Part of Speech: Adjective
Meaning: Unfathomable, completely unintelligible, impenetrably mysterious.
Notes: Today's word is another ostensibly orphaned negative. Scrutable has been used but in marginal ways that suggest it was 'back-derived' from inscrutable. This adjective should mean "incapable of being scruted" but, of course, it doesn't. The verb with this stem is now scrutinize and its noun is scrutiny. An investigator, however, was occasionally called a scrutator from the 17th to the 19th centuries, suggesting that such a verb was at least in the back of speakers' minds then. If a scrutator scrutinizes something closely and carefully, he is scrutinous. If he still fails to understand it, it is probably because the object of his investigations is inscrutable.
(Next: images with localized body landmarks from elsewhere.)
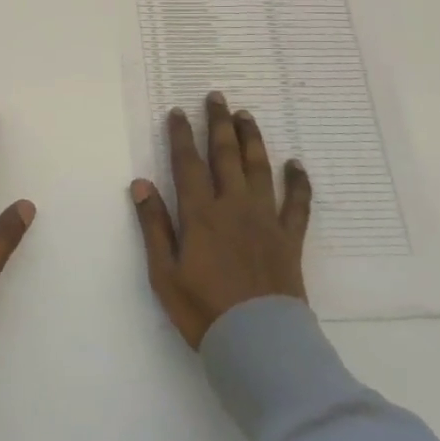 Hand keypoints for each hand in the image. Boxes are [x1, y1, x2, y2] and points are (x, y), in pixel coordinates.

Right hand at [131, 91, 310, 349]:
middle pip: (226, 156)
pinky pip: (297, 204)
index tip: (178, 112)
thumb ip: (154, 226)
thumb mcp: (164, 272)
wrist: (259, 343)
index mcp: (200, 214)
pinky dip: (298, 182)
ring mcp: (265, 220)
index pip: (188, 164)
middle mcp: (234, 207)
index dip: (182, 135)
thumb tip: (141, 184)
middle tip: (217, 97)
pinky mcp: (289, 239)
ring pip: (259, 169)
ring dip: (252, 139)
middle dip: (219, 124)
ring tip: (246, 116)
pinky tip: (296, 165)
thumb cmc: (203, 310) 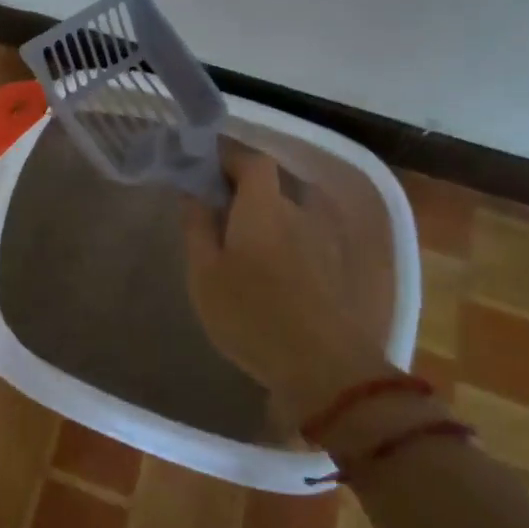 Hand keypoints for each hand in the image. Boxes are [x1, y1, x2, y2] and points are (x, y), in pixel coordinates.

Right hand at [181, 144, 393, 424]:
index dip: (229, 158)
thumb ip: (197, 227)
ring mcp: (323, 242)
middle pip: (271, 187)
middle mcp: (298, 213)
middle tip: (215, 215)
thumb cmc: (251, 313)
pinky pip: (303, 242)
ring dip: (266, 222)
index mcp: (263, 206)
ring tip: (240, 249)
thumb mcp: (205, 273)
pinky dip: (284, 246)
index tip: (205, 171)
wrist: (325, 369)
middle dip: (243, 193)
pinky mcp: (337, 272)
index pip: (252, 160)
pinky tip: (269, 276)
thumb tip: (192, 192)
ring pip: (288, 217) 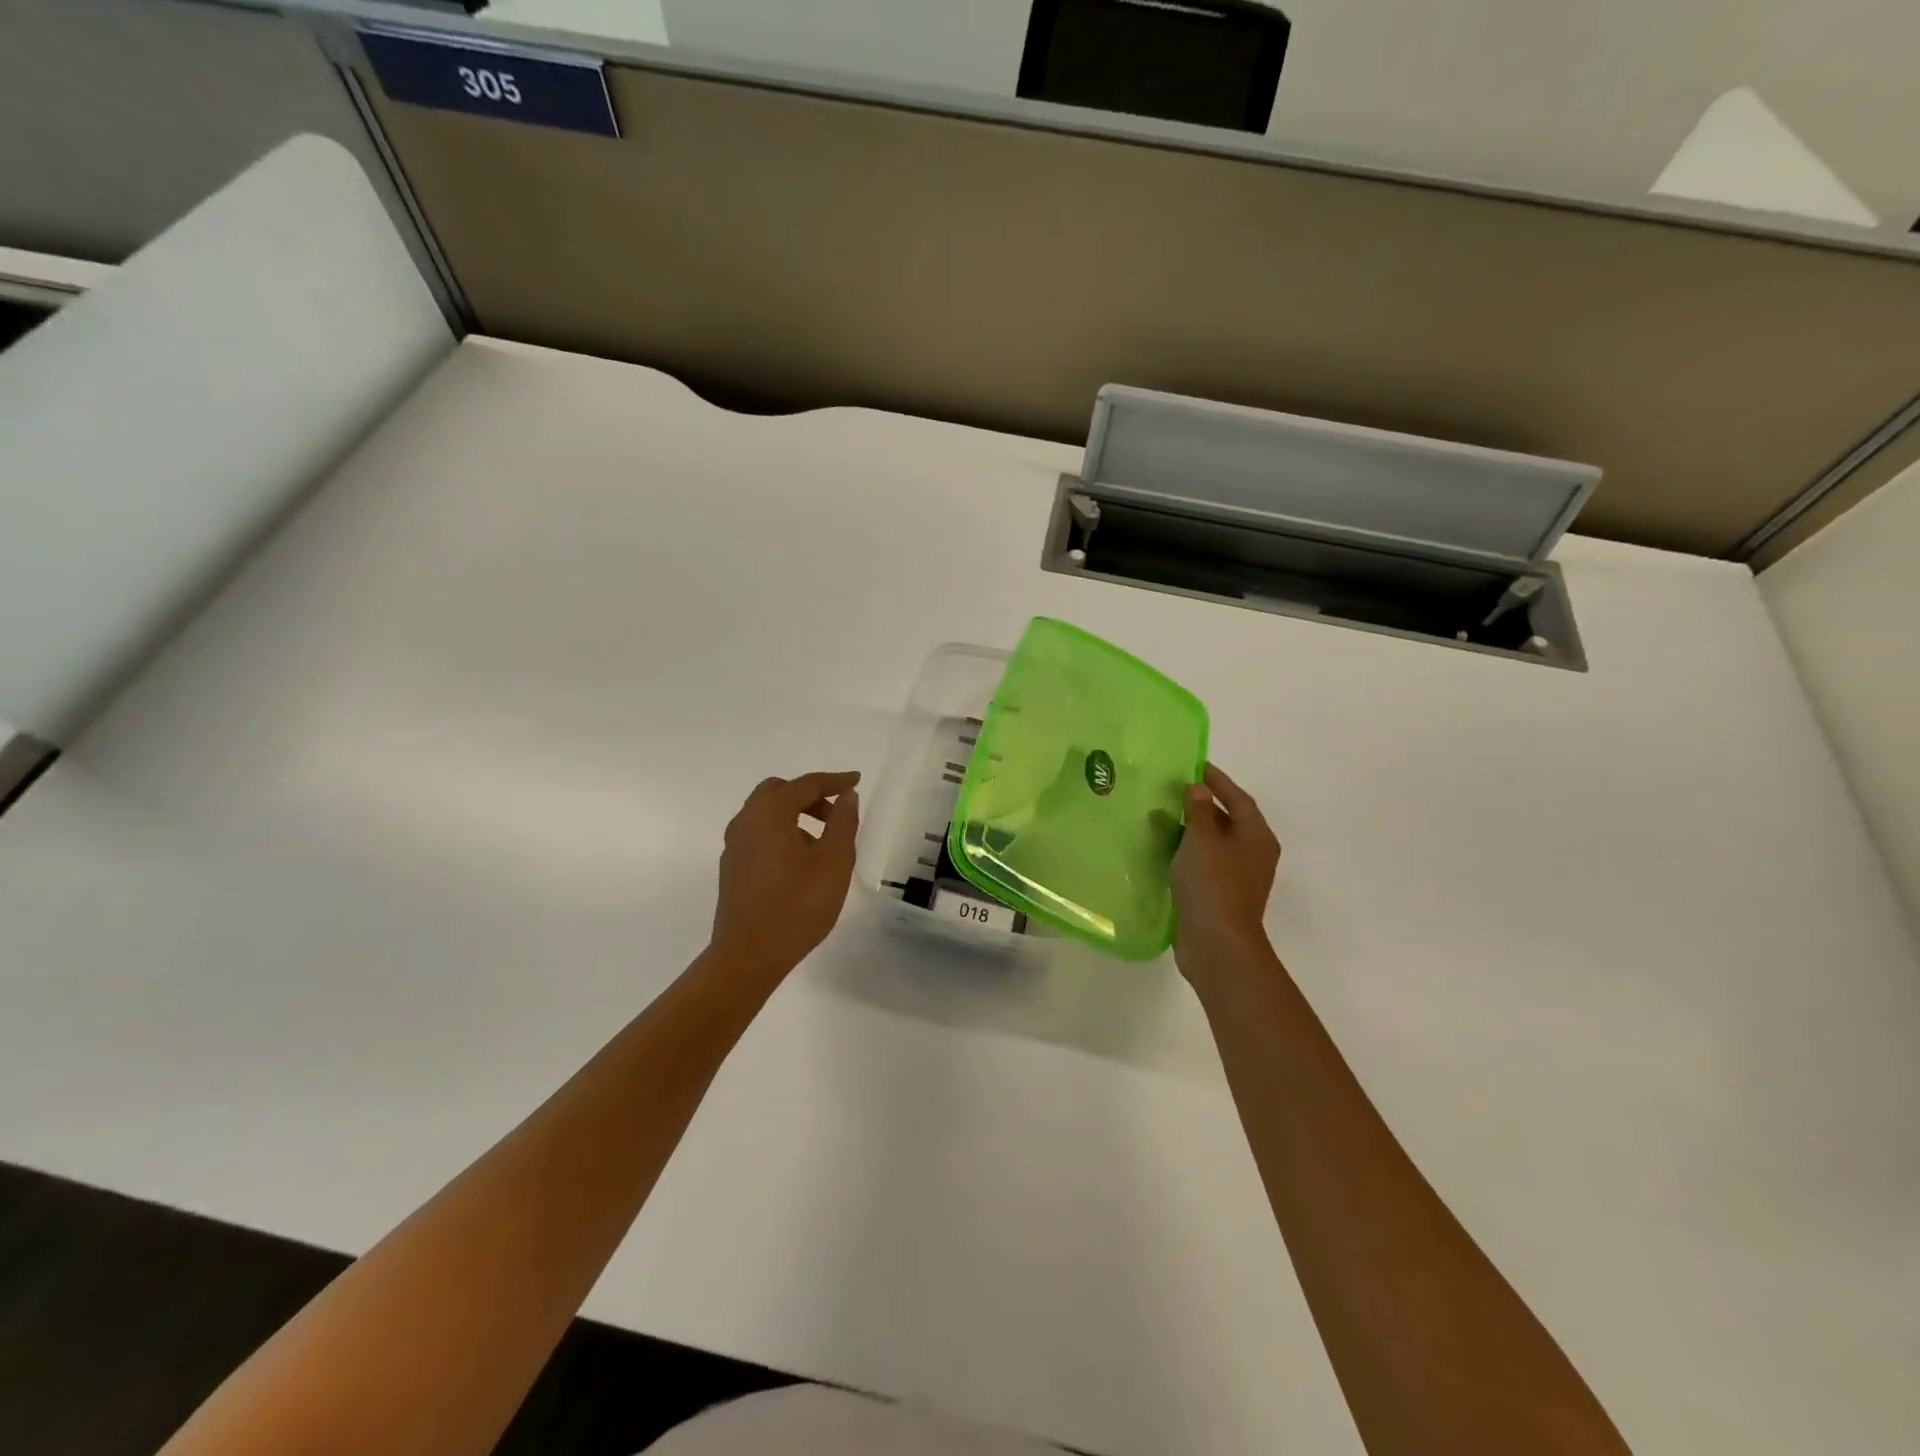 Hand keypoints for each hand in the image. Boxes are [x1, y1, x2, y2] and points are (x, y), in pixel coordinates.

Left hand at [711, 771, 860, 976]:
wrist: (749, 955)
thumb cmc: (798, 905)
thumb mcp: (834, 862)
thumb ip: (843, 823)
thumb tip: (846, 796)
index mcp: (770, 813)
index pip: (806, 784)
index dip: (834, 781)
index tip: (855, 780)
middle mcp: (746, 821)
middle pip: (779, 792)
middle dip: (810, 796)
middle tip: (835, 814)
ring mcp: (734, 845)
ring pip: (765, 813)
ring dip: (794, 815)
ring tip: (822, 841)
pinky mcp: (732, 867)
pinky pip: (758, 834)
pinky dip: (780, 832)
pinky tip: (799, 861)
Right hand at [1172, 763, 1281, 980]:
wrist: (1217, 944)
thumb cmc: (1213, 884)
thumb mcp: (1202, 839)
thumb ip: (1199, 810)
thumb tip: (1199, 789)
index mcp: (1256, 837)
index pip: (1238, 798)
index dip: (1217, 781)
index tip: (1194, 765)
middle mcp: (1252, 854)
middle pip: (1228, 820)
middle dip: (1202, 804)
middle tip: (1173, 789)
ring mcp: (1237, 878)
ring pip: (1213, 843)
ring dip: (1191, 829)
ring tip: (1162, 815)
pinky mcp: (1219, 895)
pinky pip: (1203, 863)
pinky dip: (1186, 852)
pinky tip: (1163, 849)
In Play: Any unsolvable mystery is inscrutable: "There remain many mysteries of the universe that will remain forever inscrutable to us mortals." This suggests that the litmus test for today's Good Word is simply incomprehensibility, a quality found in many locations: "Trying to unscramble the inscrutable motivations of management at this place is not worth the effort."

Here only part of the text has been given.